Collagenous Enteritis is Unlikely a Form of Aggressive Celiac Disease Despite Sharing HLA-DQ2/DQ8 Genotypes.
Study Goal
The researchers aimed to investigate the potential role of a gluten-free diet in managing collagenous enteritis, particularly in relation to its pathogenesis and response to treatment.
Results Summary
The study found that a gluten-free diet, along with discontinuation of olmesartan and steroid treatments, resulted in symptomatic and histologic improvement in collagenous enteritis patients. However, most subjects lacked celiac disease-associated autoantibodies, suggesting a distinct pathogenesis from celiac disease.
Population
Elderly subjects (median age 69 years) with biopsy-proven collagenous enteritis.
Effective Dosage
Not specified
Duration
Not specified
Interactions
None mentioned
| Intervention | Direction | Endpoint | Population | Dosage | Impact | Claim # |
|---|---|---|---|---|---|---|
Discontinuation of olmesartan | decrease | symptoms and histology | subjects with collagenous enteritis | - | resulted in symptomatic and histologic improvement | #1 |
treatments with steroids | decrease | symptoms and histology | subjects with collagenous enteritis | - | resulted in symptomatic and histologic improvement | #2 |
gluten-free diet | decrease | symptoms and histology | subjects with collagenous enteritis | - | resulted in symptomatic and histologic improvement | #3 |
Collagenous enteritis is an uncommon small intestinal injury pattern with unclear pathogenesis. While it has been speculated that collagenous enteritis represents a form of refractory celiac disease, recent clinical studies suggest a potential link to exposure to the antihypertensive medication olmesartan. Here we hypothesized that the pathogenesis of collagenous enteritis involves both genetic and environmental factors. All subjects with biopsy-proven collagenous enteritis diagnosed between 2002 and 2015 were identified from 2 tertiary care medical centers. Human leukocyte antigen (HLA)-DQ genotyping was performed by polymerase chain reaction on archived tissue. Celiac disease serology, past medical history, medications, smoking history, demographics, histology, clinical management, and follow-up were recorded. A total of 32 subjects were included. In contrast to celiac disease, subjects with collagenous enteritis were mostly elderly (median age at diagnosis, 69 y; range, 33 to 84 y). Seventy percent of collagenous enteritis subjects harbored celiac disease susceptibility alleles HLA-DQ2/DQ8; however, only 1 subject had elevated serum levels of celiac disease-associated autoantibodies while on a gluten-containing diet.
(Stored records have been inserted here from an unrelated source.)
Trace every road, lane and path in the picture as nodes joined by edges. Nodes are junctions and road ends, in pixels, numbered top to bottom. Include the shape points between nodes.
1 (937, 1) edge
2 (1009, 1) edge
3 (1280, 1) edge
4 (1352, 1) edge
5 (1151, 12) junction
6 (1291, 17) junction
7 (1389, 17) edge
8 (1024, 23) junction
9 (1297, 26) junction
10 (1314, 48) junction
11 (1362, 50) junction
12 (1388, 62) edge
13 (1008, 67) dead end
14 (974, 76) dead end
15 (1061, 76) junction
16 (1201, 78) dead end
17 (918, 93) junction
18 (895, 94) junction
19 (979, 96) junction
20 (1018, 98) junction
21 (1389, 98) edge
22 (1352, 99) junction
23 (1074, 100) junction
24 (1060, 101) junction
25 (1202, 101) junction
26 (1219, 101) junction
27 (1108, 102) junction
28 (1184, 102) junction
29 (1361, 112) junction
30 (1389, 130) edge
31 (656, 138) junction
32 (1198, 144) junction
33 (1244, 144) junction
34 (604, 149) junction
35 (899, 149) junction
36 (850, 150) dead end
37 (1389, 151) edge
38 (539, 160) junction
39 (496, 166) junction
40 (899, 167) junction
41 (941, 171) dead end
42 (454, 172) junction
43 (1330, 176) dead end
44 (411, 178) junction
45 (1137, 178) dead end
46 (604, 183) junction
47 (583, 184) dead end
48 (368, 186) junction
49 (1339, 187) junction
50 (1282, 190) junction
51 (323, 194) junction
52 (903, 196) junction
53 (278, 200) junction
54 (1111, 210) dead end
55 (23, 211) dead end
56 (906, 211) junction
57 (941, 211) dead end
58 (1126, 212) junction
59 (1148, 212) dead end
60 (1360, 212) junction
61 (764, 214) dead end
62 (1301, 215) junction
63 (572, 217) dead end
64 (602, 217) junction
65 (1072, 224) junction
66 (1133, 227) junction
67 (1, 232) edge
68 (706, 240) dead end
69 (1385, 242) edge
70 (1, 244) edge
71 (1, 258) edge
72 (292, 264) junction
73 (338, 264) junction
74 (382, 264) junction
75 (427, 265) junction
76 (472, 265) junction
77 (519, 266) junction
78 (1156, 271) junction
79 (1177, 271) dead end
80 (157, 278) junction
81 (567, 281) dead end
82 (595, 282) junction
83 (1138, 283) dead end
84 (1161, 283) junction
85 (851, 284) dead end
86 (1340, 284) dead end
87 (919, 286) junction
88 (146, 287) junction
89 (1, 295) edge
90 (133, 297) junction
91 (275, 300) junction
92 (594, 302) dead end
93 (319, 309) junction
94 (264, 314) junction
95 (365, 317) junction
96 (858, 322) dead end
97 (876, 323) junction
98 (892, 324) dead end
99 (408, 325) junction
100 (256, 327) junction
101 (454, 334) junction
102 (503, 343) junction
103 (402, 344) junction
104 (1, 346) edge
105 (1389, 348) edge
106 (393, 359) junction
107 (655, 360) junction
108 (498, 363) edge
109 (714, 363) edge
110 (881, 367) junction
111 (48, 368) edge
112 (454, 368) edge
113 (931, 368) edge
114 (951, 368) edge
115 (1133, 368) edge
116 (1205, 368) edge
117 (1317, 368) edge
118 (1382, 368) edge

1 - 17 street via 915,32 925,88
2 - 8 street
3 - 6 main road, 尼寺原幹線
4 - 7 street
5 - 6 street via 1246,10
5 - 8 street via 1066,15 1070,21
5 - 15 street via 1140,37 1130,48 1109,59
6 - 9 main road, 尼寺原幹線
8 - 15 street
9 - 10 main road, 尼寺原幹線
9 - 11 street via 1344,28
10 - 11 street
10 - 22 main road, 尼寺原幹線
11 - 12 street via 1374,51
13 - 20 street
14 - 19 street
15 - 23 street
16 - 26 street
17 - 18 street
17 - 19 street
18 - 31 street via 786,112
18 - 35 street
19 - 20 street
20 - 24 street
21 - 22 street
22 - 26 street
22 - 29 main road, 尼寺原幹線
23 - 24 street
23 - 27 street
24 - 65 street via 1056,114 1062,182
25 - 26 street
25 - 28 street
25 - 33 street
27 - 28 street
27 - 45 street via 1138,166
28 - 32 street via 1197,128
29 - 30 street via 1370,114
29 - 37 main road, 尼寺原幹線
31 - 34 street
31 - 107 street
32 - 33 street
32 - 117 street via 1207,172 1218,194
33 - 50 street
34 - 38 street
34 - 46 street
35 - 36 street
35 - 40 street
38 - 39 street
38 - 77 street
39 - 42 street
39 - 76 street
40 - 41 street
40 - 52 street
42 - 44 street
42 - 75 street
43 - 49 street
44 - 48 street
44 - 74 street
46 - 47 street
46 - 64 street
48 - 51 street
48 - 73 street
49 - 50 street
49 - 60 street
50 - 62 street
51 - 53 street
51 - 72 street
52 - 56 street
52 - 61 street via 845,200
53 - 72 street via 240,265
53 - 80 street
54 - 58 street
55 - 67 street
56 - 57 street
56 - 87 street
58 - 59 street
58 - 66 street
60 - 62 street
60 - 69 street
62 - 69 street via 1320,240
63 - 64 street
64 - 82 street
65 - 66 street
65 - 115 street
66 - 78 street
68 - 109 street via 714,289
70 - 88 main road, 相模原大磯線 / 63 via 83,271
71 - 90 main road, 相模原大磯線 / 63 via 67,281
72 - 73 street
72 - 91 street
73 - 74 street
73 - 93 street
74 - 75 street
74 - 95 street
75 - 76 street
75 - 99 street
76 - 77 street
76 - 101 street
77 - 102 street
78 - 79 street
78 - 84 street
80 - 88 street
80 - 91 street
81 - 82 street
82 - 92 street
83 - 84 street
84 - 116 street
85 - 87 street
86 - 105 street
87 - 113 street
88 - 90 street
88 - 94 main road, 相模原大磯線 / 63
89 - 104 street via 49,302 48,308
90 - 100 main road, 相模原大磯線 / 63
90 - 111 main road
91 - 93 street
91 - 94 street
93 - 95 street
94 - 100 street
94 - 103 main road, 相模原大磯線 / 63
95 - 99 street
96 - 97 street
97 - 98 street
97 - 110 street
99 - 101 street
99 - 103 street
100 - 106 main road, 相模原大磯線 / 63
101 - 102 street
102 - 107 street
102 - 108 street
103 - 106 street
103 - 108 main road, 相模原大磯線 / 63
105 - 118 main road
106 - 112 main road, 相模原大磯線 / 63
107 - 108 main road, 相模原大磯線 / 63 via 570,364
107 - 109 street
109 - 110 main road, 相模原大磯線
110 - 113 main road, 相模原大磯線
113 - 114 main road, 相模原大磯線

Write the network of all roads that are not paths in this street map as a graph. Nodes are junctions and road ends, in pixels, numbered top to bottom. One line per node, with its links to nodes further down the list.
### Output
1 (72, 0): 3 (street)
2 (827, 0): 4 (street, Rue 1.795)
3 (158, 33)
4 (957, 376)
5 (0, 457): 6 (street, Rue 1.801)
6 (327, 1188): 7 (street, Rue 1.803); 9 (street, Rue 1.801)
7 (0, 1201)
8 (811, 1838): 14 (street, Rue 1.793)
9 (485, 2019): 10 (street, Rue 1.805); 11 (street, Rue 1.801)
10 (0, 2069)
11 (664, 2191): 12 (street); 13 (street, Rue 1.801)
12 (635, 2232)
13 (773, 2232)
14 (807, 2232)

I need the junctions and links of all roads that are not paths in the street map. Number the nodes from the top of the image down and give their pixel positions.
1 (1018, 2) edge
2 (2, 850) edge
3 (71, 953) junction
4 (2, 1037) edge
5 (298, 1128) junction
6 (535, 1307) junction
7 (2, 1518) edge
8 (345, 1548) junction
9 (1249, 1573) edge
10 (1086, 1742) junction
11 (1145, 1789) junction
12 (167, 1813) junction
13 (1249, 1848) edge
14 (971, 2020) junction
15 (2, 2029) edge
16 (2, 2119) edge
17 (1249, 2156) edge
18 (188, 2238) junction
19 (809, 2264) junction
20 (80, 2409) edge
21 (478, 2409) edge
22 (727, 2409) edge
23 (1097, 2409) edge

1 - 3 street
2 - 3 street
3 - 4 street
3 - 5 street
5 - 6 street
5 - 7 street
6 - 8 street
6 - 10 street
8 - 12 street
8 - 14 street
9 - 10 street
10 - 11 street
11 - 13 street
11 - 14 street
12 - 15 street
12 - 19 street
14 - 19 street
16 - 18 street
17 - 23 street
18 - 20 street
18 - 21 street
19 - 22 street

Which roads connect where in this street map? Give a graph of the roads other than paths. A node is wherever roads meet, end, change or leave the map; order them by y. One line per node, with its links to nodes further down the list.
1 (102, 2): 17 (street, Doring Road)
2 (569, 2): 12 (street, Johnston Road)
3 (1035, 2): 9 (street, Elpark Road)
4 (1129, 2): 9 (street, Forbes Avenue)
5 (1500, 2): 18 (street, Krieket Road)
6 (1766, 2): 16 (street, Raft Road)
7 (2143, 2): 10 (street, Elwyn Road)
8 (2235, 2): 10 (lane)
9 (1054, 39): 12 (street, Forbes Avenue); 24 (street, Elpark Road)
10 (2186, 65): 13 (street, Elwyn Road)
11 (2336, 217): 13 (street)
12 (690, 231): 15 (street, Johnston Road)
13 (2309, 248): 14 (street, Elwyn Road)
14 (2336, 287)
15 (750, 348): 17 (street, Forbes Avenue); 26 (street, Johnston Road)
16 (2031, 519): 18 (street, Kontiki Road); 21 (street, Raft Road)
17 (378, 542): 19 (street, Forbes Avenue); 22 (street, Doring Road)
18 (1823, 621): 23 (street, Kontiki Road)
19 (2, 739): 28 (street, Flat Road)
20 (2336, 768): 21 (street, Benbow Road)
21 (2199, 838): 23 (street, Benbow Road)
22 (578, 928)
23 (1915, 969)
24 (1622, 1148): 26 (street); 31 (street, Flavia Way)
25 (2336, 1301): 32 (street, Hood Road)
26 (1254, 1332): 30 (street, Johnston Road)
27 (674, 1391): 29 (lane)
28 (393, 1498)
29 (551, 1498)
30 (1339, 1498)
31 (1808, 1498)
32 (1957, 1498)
Furthermore, 56% of subjects were taking nonsteroidal anti-inflammatory drugs, 36% proton-pump inhibitors, 28% statins, and 32% olmesartan at the time of diagnosis. Discontinuation of olmesartan and treatments with steroids and/or gluten-free diet resulted in symptomatic and histologic improvement. Neither lymphoma nor collagenous enteritis-related death was seen in this cohort. Therefore, while collagenous enteritis shares similar HLA genotypes with celiac disease, the difference in demographics, the lack of celiac disease-associated autoantibodies, and potential link to medications as environmental triggers suggest the 2 entities are likely distinct in pathogenesis.